(Excerpts from a dataset)

[Start of Attachment]

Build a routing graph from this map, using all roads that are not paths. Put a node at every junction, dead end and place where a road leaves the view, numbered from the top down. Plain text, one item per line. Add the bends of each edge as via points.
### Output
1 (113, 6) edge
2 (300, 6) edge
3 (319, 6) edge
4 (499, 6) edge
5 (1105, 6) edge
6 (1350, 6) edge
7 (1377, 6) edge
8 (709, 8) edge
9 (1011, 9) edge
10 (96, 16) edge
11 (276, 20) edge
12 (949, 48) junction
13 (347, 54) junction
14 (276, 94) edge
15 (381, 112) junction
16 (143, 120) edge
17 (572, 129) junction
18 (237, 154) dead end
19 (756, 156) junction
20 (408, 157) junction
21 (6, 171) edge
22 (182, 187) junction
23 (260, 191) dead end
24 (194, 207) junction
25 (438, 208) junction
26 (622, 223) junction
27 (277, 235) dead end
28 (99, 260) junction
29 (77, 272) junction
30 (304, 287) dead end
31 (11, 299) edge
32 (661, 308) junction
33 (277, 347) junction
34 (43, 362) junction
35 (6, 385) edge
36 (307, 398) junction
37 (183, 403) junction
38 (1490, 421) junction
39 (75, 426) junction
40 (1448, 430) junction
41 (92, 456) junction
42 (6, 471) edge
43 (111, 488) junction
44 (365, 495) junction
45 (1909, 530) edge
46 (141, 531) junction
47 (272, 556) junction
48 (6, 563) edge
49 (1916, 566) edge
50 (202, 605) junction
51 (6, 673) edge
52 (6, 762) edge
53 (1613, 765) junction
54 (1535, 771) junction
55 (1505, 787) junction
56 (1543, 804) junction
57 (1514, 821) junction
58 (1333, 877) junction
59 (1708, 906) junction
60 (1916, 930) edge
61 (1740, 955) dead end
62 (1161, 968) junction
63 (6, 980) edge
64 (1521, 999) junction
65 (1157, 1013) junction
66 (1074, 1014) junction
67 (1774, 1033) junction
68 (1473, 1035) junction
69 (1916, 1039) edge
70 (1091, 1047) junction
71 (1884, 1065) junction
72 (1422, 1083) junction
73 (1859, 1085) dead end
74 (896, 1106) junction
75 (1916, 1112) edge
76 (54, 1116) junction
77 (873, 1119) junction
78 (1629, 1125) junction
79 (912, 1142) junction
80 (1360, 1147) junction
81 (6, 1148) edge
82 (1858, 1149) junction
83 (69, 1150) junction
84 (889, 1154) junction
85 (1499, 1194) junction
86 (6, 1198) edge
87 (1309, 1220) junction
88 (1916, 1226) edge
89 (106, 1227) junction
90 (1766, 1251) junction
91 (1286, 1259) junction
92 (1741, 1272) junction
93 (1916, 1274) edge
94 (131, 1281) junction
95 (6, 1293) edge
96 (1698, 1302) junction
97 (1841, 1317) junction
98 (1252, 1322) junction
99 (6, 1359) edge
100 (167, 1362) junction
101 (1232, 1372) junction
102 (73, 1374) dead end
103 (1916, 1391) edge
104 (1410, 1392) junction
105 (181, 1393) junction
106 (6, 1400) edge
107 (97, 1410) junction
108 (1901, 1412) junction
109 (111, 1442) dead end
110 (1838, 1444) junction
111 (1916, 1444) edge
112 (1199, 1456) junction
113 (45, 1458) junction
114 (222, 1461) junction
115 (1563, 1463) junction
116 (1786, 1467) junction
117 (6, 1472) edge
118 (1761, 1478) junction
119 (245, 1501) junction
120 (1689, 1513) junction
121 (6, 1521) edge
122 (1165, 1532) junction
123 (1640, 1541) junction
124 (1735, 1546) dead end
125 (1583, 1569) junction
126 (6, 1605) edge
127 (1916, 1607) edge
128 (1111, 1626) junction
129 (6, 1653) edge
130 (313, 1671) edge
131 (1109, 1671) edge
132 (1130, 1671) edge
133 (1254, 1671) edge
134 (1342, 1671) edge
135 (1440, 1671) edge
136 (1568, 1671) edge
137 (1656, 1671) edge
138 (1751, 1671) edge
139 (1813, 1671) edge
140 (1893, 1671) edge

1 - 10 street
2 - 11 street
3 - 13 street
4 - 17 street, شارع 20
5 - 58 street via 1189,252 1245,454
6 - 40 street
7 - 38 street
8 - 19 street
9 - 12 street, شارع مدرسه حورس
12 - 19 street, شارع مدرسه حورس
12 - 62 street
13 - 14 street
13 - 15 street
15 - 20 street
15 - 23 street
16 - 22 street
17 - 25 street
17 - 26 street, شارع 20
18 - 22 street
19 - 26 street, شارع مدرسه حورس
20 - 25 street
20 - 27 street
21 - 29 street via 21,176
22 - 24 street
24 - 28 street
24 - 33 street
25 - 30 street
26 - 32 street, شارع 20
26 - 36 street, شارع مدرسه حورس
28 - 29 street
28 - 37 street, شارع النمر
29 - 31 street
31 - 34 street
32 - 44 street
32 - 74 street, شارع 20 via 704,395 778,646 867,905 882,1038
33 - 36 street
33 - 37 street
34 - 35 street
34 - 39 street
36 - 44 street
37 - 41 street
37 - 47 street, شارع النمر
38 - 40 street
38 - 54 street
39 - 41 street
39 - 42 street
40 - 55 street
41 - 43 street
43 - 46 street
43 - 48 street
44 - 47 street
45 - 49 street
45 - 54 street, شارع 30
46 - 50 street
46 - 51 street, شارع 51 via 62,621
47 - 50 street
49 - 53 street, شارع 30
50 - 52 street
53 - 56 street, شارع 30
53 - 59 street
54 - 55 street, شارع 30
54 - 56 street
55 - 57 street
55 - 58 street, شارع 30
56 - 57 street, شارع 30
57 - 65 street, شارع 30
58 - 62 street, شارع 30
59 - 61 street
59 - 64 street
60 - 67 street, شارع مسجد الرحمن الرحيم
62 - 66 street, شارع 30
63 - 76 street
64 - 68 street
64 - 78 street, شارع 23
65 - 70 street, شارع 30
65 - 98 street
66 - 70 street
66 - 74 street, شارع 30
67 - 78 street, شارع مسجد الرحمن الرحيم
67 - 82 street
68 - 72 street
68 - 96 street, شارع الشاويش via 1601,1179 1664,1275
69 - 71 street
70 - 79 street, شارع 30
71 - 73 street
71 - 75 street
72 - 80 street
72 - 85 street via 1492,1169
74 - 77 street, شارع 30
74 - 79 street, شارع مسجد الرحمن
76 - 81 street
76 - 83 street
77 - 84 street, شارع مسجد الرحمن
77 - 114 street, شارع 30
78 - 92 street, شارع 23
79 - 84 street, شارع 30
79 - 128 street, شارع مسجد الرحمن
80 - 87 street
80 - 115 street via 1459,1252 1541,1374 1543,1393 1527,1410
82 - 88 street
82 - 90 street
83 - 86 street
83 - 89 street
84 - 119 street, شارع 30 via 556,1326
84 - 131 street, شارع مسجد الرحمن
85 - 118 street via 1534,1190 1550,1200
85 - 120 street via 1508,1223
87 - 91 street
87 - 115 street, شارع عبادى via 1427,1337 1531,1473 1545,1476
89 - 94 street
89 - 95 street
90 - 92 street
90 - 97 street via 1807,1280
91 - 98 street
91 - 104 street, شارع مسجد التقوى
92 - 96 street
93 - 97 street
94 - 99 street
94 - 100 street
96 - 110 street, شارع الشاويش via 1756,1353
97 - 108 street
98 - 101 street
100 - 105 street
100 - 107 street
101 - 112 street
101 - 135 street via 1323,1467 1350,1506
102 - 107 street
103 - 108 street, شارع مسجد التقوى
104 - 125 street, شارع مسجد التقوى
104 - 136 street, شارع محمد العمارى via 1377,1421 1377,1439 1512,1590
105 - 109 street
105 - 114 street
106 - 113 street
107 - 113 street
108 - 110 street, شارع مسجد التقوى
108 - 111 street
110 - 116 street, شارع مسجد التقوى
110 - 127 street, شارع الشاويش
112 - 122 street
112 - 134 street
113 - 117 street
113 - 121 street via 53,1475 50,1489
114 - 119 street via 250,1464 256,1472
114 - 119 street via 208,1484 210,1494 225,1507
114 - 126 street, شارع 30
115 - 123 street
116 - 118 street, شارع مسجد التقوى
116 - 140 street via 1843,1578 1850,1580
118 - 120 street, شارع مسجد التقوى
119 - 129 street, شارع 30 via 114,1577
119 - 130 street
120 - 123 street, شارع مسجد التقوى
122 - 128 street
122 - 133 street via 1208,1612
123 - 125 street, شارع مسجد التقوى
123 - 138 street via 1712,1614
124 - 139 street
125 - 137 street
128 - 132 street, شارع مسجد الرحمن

[End of Attachment]

§ Exercise details
Within the entries above, find each line where "الرحمن" appears; copy every one.

§ Output of the exercise
60 - 67 street, شارع مسجد الرحمن الرحيم
67 - 78 street, شارع مسجد الرحمن الرحيم
74 - 79 street, شارع مسجد الرحمن
77 - 84 street, شارع مسجد الرحمن
79 - 128 street, شارع مسجد الرحمن
84 - 131 street, شارع مسجد الرحمن
128 - 132 street, شارع مسجد الرحمن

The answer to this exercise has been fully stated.